One number is the full answer: how many lines in the records contain the word "notice"?

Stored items
════════════════
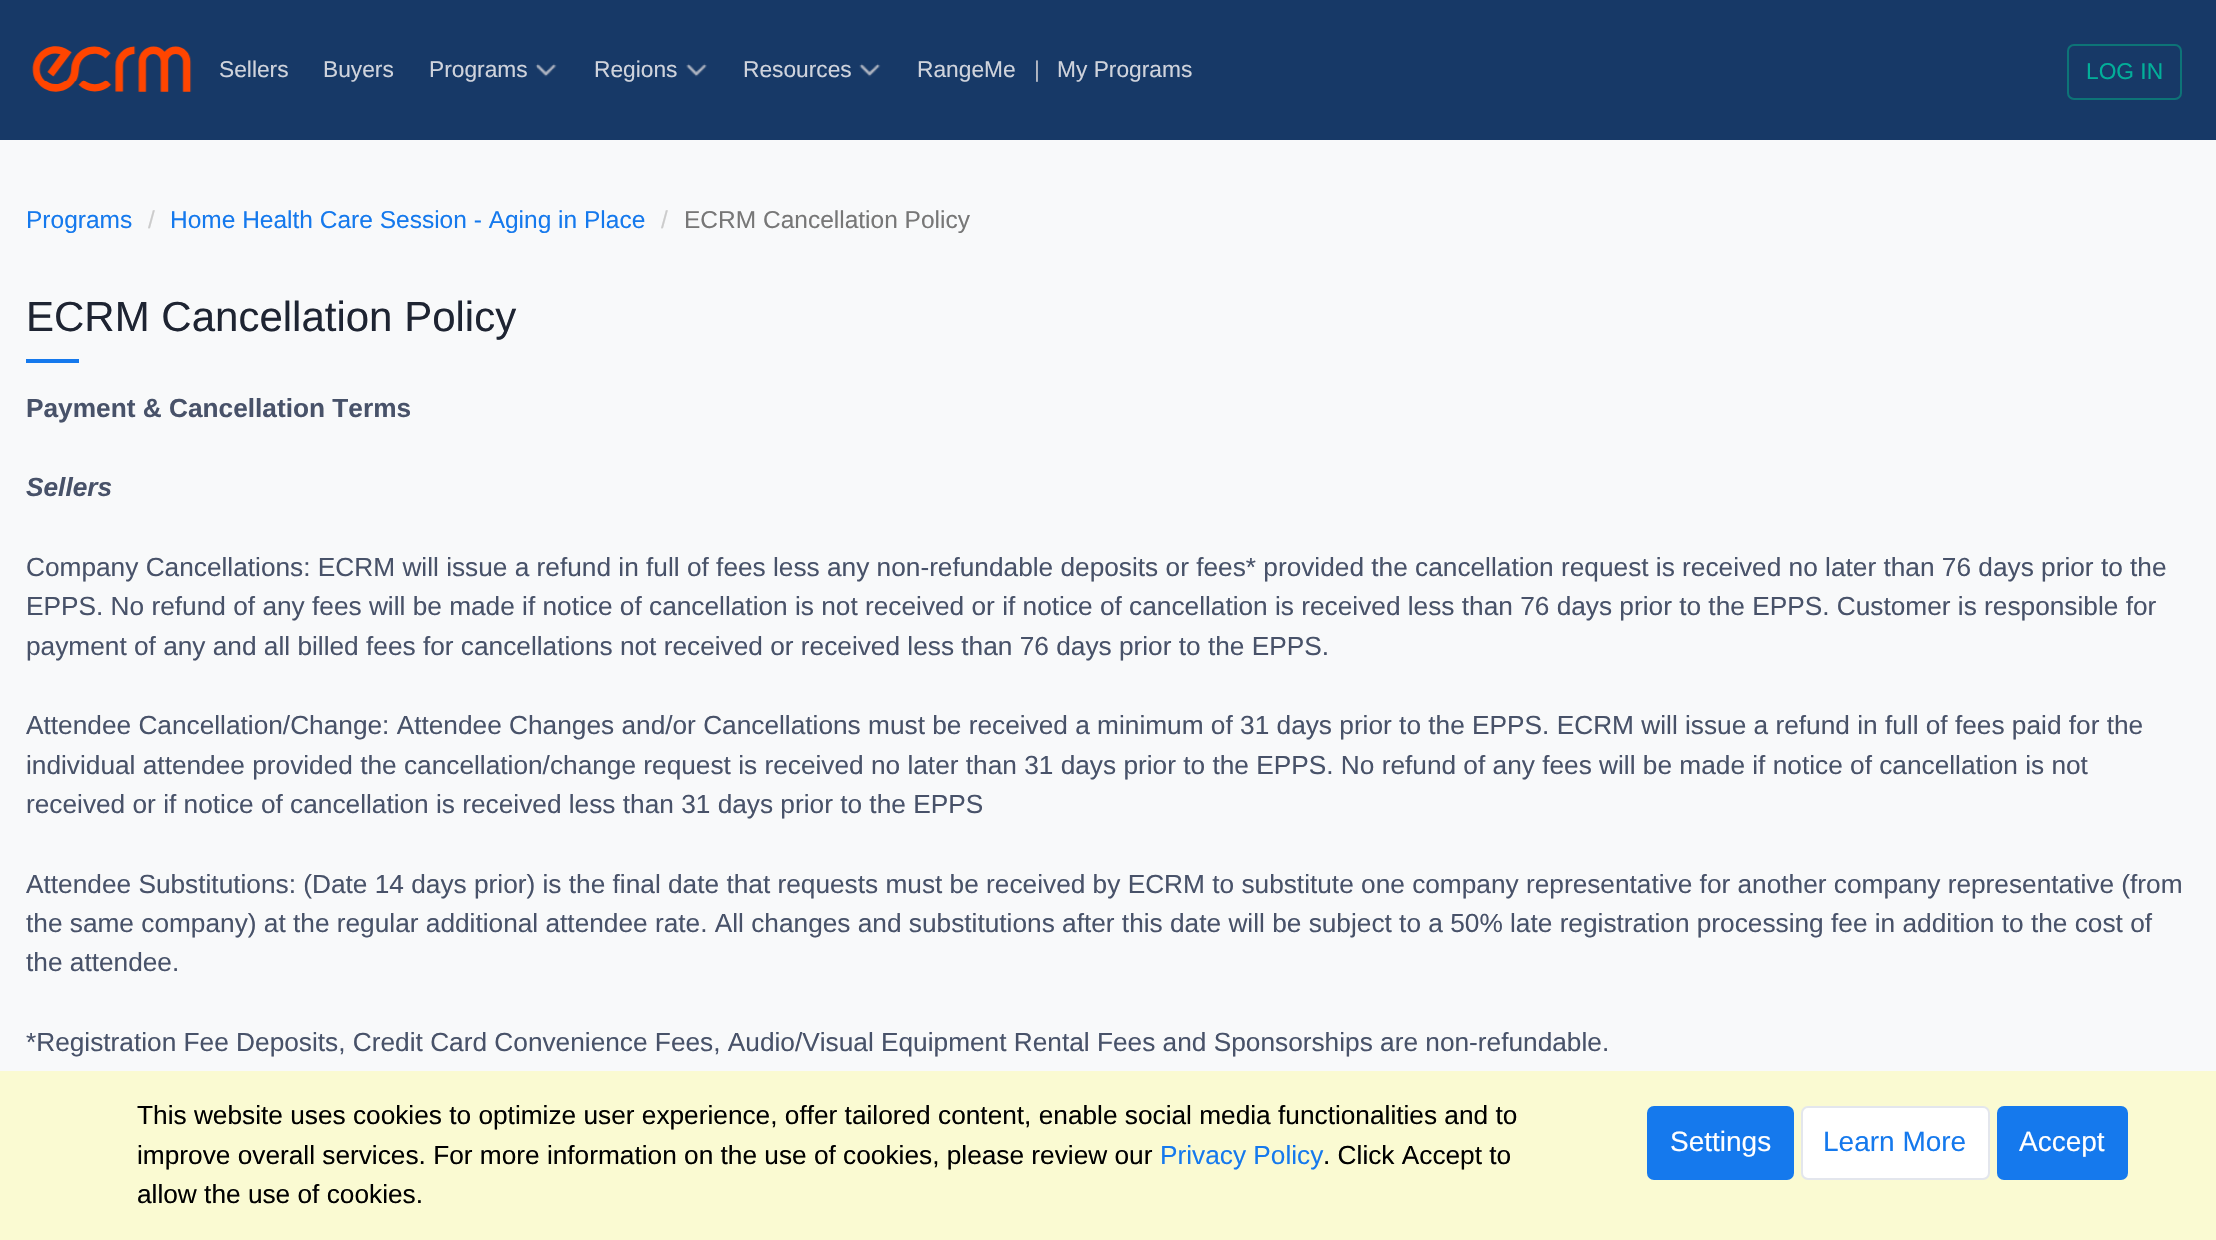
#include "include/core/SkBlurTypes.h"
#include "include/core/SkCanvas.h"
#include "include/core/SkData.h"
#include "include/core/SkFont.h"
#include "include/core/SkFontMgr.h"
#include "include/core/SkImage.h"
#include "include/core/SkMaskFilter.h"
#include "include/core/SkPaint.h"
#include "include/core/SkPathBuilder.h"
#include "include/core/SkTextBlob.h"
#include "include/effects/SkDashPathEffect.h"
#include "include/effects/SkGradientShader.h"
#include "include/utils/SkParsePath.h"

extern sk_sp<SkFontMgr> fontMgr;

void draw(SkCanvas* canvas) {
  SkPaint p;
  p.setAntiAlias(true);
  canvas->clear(SkColorSetRGB(248, 249, 250));
  p.setColor(SkColorSetRGB(23, 57, 103));
  canvas->drawRect(SkRect::MakeLTRB(0, 0, 2216, 140), p);
  canvas->drawImageRect(SkImages::DeferredFromEncodedData(SkData::MakeFromFileName("images/1.png")), SkRect::MakeLTRB(32, 46, 192, 92), SkSamplingOptions());
  canvas->drawImageRect(SkImages::DeferredFromEncodedData(SkData::MakeFromFileName("images/2.png")), SkRect::MakeLTRB(535, 63, 557, 77), SkSamplingOptions());
  canvas->drawImageRect(SkImages::DeferredFromEncodedData(SkData::MakeFromFileName("images/3.png")), SkRect::MakeLTRB(686, 63, 707, 77), SkSamplingOptions());
  canvas->drawImageRect(SkImages::DeferredFromEncodedData(SkData::MakeFromFileName("images/4.png")), SkRect::MakeLTRB(859, 63, 881, 77), SkSamplingOptions());
  p.setStyle(SkPaint::kStroke_Style);
  p.setStrokeWidth(2);
  p.setColor(SkColorSetRGB(13, 116, 119));
  canvas->drawRoundRect(SkRect::MakeLTRB(2068, 45, 2181, 99), 6, 6, p);
  p.setStyle(SkPaint::kFill_Style);
  p.setColor(SkColorSetRGB(21, 121, 237));
  canvas->drawRect(SkRect::MakeLTRB(26, 359, 79, 363), p);
  p.setColor(SkColorSetRGB(250, 250, 210));
  canvas->drawRect(SkRect::MakeLTRB(0, 1071, 2216, 1240), p);
  p.setColor(SkColorSetRGB(21, 121, 237));
  canvas->drawRoundRect(SkRect::MakeLTRB(1648, 1107, 1793, 1179), 6, 6, p);
  p.setStyle(SkPaint::kStroke_Style);
  canvas->drawRoundRect(SkRect::MakeLTRB(1648, 1107, 1793, 1179), 6, 6, p);
  p.setStyle(SkPaint::kFill_Style);
  p.setColor(SK_ColorWHITE);
  canvas->drawRoundRect(SkRect::MakeLTRB(1802, 1107, 1989, 1179), 6, 6, p);
  p.setStyle(SkPaint::kStroke_Style);
  p.setColor(SkColorSetRGB(227, 230, 237));
  canvas->drawRoundRect(SkRect::MakeLTRB(1802, 1107, 1989, 1179), 6, 6, p);
  p.setStyle(SkPaint::kFill_Style);
  p.setColor(SkColorSetRGB(21, 121, 237));
  canvas->drawRoundRect(SkRect::MakeLTRB(1998, 1107, 2127, 1179), 6, 6, p);
  p.setStyle(SkPaint::kStroke_Style);
  canvas->drawRoundRect(SkRect::MakeLTRB(1998, 1107, 2127, 1179), 6, 6, p);
  SkFont font1(fontMgr->matchFamilyStyle("Liberation Sans", SkFontStyle::Normal()), 22.75f);
  font1.setSubpixel(true);
  p.setStyle(SkPaint::kFill_Style);
  p.setColor(SkColorSetRGB(207, 211, 220));
  canvas->drawString("Sellers", 219, 77, font1, p);
  canvas->drawString("Buyers", 323, 77, font1, p);
  canvas->drawString("Programs", 429, 77, font1, p);
  canvas->drawString("Regions", 594, 77, font1, p);
  canvas->drawString("Resources", 743, 77, font1, p);
  canvas->drawString("RangeMe", 917, 77, font1, p);
  p.setColor(SkColorSetRGB(181, 186, 197));
  canvas->drawString("|", 1034, 77, font1, p);
  p.setColor(SkColorSetRGB(207, 211, 220));
  canvas->drawString("My Programs", 1057, 77, font1, p);
  p.setColor(SkColorSetRGB(2, 175, 153));
  canvas->drawString("LOG IN", 2086, 79, font1, p);
  SkFont font2(fontMgr->matchFamilyStyle("Liberation Sans", SkFontStyle::Normal()), 24.5f);
  font2.setSubpixel(true);
  p.setColor(SkColorSetRGB(21, 121, 237));
  canvas->drawString("Programs", 26, 228, font2, p);
  p.setColor(SkColorSetRGB(204, 204, 204));
  canvas->drawString("/", 148, 228, font2, p);
  p.setColor(SkColorSetRGB(21, 121, 237));
  canvas->drawString("Home Health Care Session - Aging in Place", 170, 228, font2, p);
  p.setColor(SkColorSetRGB(204, 204, 204));
  canvas->drawString("/", 661, 228, font2, p);
  p.setColor(SkColorSetRGB(119, 119, 119));
  canvas->drawString("ECRM Cancellation Policy", 684, 228, font2, p);
  SkFont font3(fontMgr->matchFamilyStyle("Liberation Sans", SkFontStyle::Normal()), 42);
  font3.setSubpixel(true);
  p.setColor(SkColorSetRGB(30, 36, 50));
  canvas->drawString("ECRM Cancellation Policy", 26, 331, font3, p);
  SkFont font4(fontMgr->matchFamilyStyle("Liberation Sans", SkFontStyle::Bold()), 26.25f);
  font4.setSubpixel(true);
  p.setColor(SkColorSetRGB(72, 82, 105));
  canvas->drawString("Payment & Cancellation Terms", 26, 417, font4, p);
  SkFont font5(fontMgr->matchFamilyStyle("Liberation Sans", SkFontStyle::BoldItalic()), 26.25f);
  font5.setSubpixel(true);
  canvas->drawString("Sellers", 26, 496, font5, p);
  SkFont font6(fontMgr->matchFamilyStyle("Liberation Sans", SkFontStyle::Normal()), 26.25f);
  font6.setSubpixel(true);
  canvas->drawString("Company Cancellations: ECRM will issue a refund in full of fees less any non-refundable deposits or fees* provided the cancellation request is received no later than 76 days prior to the", 26, 576, font6, p);
  canvas->drawString("EPPS. No refund of any fees will be made if notice of cancellation is not received or if notice of cancellation is received less than 76 days prior to the EPPS. Customer is responsible for", 26, 615, font6, p);
  canvas->drawString("payment of any and all billed fees for cancellations not received or received less than 76 days prior to the EPPS.", 26, 655, font6, p);
  canvas->drawString("Attendee Cancellation/Change: Attendee Changes and/or Cancellations must be received a minimum of 31 days prior to the EPPS. ECRM will issue a refund in full of fees paid for the", 26, 734, font6, p);
  canvas->drawString("individual attendee provided the cancellation/change request is received no later than 31 days prior to the EPPS. No refund of any fees will be made if notice of cancellation is not", 26, 774, font6, p);
  canvas->drawString("received or if notice of cancellation is received less than 31 days prior to the EPPS", 26, 813, font6, p);
  canvas->drawString("Attendee Substitutions: (Date 14 days prior) is the final date that requests must be received by ECRM to substitute one company representative for another company representative (from", 26, 893, font6, p);
  canvas->drawString("the same company) at the regular additional attendee rate. All changes and substitutions after this date will be subject to a 50% late registration processing fee in addition to the cost of", 26, 932, font6, p);
  canvas->drawString("the attendee.", 26, 971, font6, p);
  canvas->drawString("*Registration Fee Deposits, Credit Card Convenience Fees, Audio/Visual Equipment Rental Fees and Sponsorships are non-refundable.", 26, 1051, font6, p);
  p.setColor(SK_ColorBLACK);
  canvas->drawString("This website uses cookies to optimize user experience, offer tailored content, enable social media functionalities and to", 137, 1124, font6, p);
  canvas->drawString("improve overall services. For more information on the use of cookies, please review our", 137, 1164, font6, p);
  p.setColor(SkColorSetRGB(21, 121, 237));
  canvas->drawString("Privacy Policy", 1160, 1164, font6, p);
  p.setColor(SK_ColorBLACK);
  canvas->drawString(". Click Accept to", 1323, 1164, font6, p);
  canvas->drawString("allow the use of cookies.", 137, 1203, font6, p);
  SkFont font7(fontMgr->matchFamilyStyle("Liberation Sans", SkFontStyle::Normal()), 28);
  font7.setSubpixel(true);
  p.setColor(SK_ColorWHITE);
  canvas->drawString("Settings", 1670, 1151, font7, p);
  p.setColor(SkColorSetRGB(21, 121, 237));
  canvas->drawString("Learn More", 1823, 1151, font7, p);
  p.setColor(SK_ColorWHITE);
  canvas->drawString("Accept", 2019, 1151, font7, p);
}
════════════════
- _Output of the task_
3